## Problem to solve
Your answer must be an exact copy of the records below.

....

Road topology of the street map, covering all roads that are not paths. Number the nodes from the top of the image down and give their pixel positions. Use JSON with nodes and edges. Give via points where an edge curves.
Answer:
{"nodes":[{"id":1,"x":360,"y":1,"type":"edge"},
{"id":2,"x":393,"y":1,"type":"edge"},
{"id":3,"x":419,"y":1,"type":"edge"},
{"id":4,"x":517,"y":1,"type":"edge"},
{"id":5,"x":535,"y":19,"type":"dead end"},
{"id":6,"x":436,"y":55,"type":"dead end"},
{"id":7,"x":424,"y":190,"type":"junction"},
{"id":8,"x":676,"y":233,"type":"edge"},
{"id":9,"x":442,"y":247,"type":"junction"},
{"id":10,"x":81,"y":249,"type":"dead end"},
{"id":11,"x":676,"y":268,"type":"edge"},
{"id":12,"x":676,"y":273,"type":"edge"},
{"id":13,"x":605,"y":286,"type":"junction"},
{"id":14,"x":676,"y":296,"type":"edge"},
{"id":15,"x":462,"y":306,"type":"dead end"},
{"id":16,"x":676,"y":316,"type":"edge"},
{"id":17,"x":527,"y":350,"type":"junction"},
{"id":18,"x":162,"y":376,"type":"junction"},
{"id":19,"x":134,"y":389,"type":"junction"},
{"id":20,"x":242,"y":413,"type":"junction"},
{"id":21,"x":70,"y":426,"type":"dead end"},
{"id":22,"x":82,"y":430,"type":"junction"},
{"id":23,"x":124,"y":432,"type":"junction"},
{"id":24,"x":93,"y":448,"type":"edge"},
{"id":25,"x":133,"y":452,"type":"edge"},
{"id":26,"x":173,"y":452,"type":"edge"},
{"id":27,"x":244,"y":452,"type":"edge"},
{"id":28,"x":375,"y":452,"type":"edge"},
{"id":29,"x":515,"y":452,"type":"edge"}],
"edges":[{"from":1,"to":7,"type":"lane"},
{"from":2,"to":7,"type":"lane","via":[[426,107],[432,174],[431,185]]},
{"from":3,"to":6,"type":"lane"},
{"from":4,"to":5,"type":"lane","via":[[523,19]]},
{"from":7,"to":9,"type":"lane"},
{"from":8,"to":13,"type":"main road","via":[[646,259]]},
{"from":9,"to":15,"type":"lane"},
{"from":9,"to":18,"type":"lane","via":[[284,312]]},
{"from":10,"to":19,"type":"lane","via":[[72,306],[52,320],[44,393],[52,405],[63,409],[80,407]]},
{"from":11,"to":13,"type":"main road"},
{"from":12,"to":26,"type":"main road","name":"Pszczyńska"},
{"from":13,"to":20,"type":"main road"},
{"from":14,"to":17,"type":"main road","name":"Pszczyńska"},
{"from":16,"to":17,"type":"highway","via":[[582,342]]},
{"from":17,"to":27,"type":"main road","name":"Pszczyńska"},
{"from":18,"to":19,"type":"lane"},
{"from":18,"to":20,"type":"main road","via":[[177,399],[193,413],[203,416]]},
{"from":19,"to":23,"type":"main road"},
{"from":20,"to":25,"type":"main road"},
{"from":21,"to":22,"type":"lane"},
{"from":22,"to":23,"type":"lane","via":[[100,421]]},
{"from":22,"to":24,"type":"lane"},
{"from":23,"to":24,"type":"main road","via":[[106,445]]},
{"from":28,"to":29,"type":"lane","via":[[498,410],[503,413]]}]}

....

## Reply
Road topology of the street map, covering all roads that are not paths. Number the nodes from the top of the image down and give their pixel positions. Use JSON with nodes and edges. Give via points where an edge curves.
Answer:
{"nodes":[{"id":1,"x":360,"y":1,"type":"edge"},
{"id":2,"x":393,"y":1,"type":"edge"},
{"id":3,"x":419,"y":1,"type":"edge"},
{"id":4,"x":517,"y":1,"type":"edge"},
{"id":5,"x":535,"y":19,"type":"dead end"},
{"id":6,"x":436,"y":55,"type":"dead end"},
{"id":7,"x":424,"y":190,"type":"junction"},
{"id":8,"x":676,"y":233,"type":"edge"},
{"id":9,"x":442,"y":247,"type":"junction"},
{"id":10,"x":81,"y":249,"type":"dead end"},
{"id":11,"x":676,"y":268,"type":"edge"},
{"id":12,"x":676,"y":273,"type":"edge"},
{"id":13,"x":605,"y":286,"type":"junction"},
{"id":14,"x":676,"y":296,"type":"edge"},
{"id":15,"x":462,"y":306,"type":"dead end"},
{"id":16,"x":676,"y":316,"type":"edge"},
{"id":17,"x":527,"y":350,"type":"junction"},
{"id":18,"x":162,"y":376,"type":"junction"},
{"id":19,"x":134,"y":389,"type":"junction"},
{"id":20,"x":242,"y":413,"type":"junction"},
{"id":21,"x":70,"y":426,"type":"dead end"},
{"id":22,"x":82,"y":430,"type":"junction"},
{"id":23,"x":124,"y":432,"type":"junction"},
{"id":24,"x":93,"y":448,"type":"edge"},
{"id":25,"x":133,"y":452,"type":"edge"},
{"id":26,"x":173,"y":452,"type":"edge"},
{"id":27,"x":244,"y":452,"type":"edge"},
{"id":28,"x":375,"y":452,"type":"edge"},
{"id":29,"x":515,"y":452,"type":"edge"}],
"edges":[{"from":1,"to":7,"type":"lane"},
{"from":2,"to":7,"type":"lane","via":[[426,107],[432,174],[431,185]]},
{"from":3,"to":6,"type":"lane"},
{"from":4,"to":5,"type":"lane","via":[[523,19]]},
{"from":7,"to":9,"type":"lane"},
{"from":8,"to":13,"type":"main road","via":[[646,259]]},
{"from":9,"to":15,"type":"lane"},
{"from":9,"to":18,"type":"lane","via":[[284,312]]},
{"from":10,"to":19,"type":"lane","via":[[72,306],[52,320],[44,393],[52,405],[63,409],[80,407]]},
{"from":11,"to":13,"type":"main road"},
{"from":12,"to":26,"type":"main road","name":"Pszczyńska"},
{"from":13,"to":20,"type":"main road"},
{"from":14,"to":17,"type":"main road","name":"Pszczyńska"},
{"from":16,"to":17,"type":"highway","via":[[582,342]]},
{"from":17,"to":27,"type":"main road","name":"Pszczyńska"},
{"from":18,"to":19,"type":"lane"},
{"from":18,"to":20,"type":"main road","via":[[177,399],[193,413],[203,416]]},
{"from":19,"to":23,"type":"main road"},
{"from":20,"to":25,"type":"main road"},
{"from":21,"to":22,"type":"lane"},
{"from":22,"to":23,"type":"lane","via":[[100,421]]},
{"from":22,"to":24,"type":"lane"},
{"from":23,"to":24,"type":"main road","via":[[106,445]]},
{"from":28,"to":29,"type":"lane","via":[[498,410],[503,413]]}]}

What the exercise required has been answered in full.